Research

Profiles in Team Science

This website and magazing was produced in support of the National Science Foundation (NSF) Discovery Corps Program by Deborah L. Illman. This magazine provides excellent examples of collaborative research that is currently happening in a variety of fields (e.g., evolution, information science, integrated cellulcar systems).

The following link will take you to their website. In this website you will gain access to two editions of the “Profiles in Team Science” magazines, one for 2007 and a second for 2012.

Profiles in Team Science

The website provides the following description about these projects and their association with team science:

ABOUT THIS PROJECT

Increasingly, researchers are tackling questions that transcend disciplinary boundaries, and federal agencies are creating new models for funding team science. Solving “big” problems in science generally requires big teams, big budgets, and a long time frame. It usually involves the collaboration of many different scientists and engineers from a wide variety of disciplines in the context of a research center or institute, which often attempts to integrate research with education, technology transfer efforts, outreach activities, and diversity enhancement programs.
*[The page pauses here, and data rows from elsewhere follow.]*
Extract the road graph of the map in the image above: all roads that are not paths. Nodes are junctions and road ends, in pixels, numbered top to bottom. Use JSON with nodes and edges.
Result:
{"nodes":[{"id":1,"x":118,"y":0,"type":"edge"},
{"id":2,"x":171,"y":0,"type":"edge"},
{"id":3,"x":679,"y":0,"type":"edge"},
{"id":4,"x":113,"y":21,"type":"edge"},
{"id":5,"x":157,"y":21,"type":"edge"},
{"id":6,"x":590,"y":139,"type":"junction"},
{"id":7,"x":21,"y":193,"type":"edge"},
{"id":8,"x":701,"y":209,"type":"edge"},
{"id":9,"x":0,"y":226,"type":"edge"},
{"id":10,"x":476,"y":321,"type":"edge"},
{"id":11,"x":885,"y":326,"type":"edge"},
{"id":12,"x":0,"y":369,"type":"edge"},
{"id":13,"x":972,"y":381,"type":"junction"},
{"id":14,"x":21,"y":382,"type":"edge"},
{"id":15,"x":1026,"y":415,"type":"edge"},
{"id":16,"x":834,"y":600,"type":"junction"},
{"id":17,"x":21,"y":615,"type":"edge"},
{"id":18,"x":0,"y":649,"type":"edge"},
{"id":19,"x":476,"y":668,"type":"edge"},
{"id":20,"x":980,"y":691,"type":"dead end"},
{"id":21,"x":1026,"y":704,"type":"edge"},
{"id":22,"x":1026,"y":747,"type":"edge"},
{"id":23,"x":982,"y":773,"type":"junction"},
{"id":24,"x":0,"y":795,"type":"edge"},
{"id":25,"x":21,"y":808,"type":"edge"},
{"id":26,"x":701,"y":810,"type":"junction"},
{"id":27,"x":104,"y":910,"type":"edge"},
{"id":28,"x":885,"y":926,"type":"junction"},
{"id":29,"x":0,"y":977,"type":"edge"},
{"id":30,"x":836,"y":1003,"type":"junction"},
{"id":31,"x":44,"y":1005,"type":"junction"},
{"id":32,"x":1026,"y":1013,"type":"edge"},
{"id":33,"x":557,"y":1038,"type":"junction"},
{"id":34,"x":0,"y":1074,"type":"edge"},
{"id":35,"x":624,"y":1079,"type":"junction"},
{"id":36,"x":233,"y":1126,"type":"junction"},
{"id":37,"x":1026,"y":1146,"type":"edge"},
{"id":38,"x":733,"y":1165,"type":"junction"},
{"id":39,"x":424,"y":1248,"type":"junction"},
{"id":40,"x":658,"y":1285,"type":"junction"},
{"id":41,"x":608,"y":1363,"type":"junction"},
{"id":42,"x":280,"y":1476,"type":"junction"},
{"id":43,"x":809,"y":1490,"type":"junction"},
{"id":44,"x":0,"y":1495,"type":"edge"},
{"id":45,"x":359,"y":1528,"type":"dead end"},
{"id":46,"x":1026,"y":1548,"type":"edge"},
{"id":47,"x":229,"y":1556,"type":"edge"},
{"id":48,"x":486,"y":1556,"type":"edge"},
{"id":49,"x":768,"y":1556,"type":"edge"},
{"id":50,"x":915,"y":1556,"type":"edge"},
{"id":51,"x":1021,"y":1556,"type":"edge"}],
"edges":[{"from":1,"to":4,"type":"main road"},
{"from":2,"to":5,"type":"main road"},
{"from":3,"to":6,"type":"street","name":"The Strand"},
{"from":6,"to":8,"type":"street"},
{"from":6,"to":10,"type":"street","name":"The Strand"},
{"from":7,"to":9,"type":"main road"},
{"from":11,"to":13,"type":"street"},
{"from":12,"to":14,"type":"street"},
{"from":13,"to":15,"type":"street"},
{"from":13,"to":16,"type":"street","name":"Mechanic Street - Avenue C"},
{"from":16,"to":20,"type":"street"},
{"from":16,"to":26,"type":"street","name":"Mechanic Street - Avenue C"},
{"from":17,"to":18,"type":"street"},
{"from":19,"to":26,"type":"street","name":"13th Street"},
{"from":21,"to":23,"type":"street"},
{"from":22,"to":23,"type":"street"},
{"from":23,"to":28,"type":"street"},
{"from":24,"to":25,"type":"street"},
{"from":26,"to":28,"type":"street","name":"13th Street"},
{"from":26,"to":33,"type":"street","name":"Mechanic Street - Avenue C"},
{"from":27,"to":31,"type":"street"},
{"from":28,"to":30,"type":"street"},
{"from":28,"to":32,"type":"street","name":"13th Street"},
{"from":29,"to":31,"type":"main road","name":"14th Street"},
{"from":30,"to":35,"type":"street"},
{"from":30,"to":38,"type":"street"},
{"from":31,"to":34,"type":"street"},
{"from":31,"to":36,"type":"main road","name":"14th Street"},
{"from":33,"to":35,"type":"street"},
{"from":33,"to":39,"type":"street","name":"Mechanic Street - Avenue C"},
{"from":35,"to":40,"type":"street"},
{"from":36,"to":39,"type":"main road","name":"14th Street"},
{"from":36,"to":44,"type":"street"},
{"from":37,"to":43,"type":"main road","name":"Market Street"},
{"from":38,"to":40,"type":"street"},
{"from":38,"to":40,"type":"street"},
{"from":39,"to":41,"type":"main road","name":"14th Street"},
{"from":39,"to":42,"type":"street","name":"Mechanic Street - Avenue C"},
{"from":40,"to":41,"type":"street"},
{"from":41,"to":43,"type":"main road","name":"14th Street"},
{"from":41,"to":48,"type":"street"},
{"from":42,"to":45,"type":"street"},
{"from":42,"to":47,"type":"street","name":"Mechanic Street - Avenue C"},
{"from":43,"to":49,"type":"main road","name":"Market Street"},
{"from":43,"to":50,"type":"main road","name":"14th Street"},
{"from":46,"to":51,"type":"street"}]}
Centers are proliferating, yet their outcomes may not be easily covered within the constraints of the news media. There’s a news gap, and many members of the general public may not make the connection between the team mode of operation and the results produced. What is different about team science? How is it working? What can it accomplish that couldn’t be done otherwise, if anything? Why is it important for people to know about centers?

This project explores those questions. It is aimed at increasing awareness about team science and of NSF centers in order for policymakers, the scientific community, members of industry, educators, and taxpayers to understand the role that these modes of science funding play in solving critical problems facing society.

The goal is to “put a face” on team science-to provide tangible and specific stories of the real people carrying out this work in order to give us an insight into the way science increasingly is conducted today.